Aquí es donde podemos agregar azúcar a nuestros yogures. Yo les puse ocho cucharillas de azúcar. Una más o menos por yogurt. También os tengo que contar un secreto. Mientras tomaba la temperatura la leche, agregué una vaina de vainilla. imaginaros qué sabor tan rico que tenían luego. Antes de agregar el yogur y el azúcar, la retirais.

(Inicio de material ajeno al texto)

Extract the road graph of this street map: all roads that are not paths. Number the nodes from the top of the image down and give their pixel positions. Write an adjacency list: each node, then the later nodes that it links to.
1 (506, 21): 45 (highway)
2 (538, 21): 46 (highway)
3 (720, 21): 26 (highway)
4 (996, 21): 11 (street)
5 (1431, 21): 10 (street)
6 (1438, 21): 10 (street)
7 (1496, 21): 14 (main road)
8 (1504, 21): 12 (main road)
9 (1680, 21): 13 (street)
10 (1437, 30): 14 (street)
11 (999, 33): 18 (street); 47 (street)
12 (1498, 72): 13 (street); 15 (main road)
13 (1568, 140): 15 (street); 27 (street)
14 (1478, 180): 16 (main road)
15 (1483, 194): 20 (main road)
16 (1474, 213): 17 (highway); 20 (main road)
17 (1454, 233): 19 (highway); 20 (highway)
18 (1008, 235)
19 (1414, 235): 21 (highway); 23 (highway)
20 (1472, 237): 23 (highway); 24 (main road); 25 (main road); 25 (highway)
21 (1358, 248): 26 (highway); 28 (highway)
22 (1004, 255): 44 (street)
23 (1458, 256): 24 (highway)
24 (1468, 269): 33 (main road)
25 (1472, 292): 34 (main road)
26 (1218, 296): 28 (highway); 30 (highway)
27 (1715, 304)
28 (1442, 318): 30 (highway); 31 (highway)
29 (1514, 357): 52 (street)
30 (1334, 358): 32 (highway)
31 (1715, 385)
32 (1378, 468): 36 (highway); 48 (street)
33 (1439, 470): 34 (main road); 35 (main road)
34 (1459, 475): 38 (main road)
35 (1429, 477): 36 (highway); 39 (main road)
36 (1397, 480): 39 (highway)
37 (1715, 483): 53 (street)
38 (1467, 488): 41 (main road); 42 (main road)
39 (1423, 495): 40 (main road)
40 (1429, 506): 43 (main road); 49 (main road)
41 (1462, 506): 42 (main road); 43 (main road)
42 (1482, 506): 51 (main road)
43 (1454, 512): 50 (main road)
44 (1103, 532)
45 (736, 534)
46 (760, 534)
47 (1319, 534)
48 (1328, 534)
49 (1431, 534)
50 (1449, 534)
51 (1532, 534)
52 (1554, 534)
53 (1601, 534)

Rellenar los envases con la leche

Una vez mezclado todo. Pasamos la leche a envases o botes de cristal. Yo lo hice en botes de plástico. Luego iba cogiendo el yogurt y los pasaba a un cuenco. Si lo queréis hacer individuales, podéis hacerlos. Una vez tenemos la leche en los envases y cerrados, los metemos dentro de una nevera de playa. Ponemos los botes unos encima de otros con cuidado y cerramos la nevera bien. Así la nevera mantendrá la temperatura más tiempo y hacen su trabajo los fermentos lácteos.

Yo los hago por la noche y los dejo hasta el día siguiente sin abrir la nevera. Cuando la abro, están listos para meterlos en el refrigerador y consumir fresquitos pasadas unas dos o tres horas que habrán cuajado aún más. Están, incluso mejor de un día para otro. Si veis que tienen suero, podéis quitarlo sin problemas antes de servirlos. Yo pongo un poco de sirope de fresa o frutas abajo, en un cuenco y encima agregar el yogurt natural casero. Está delicioso. Bon appétit!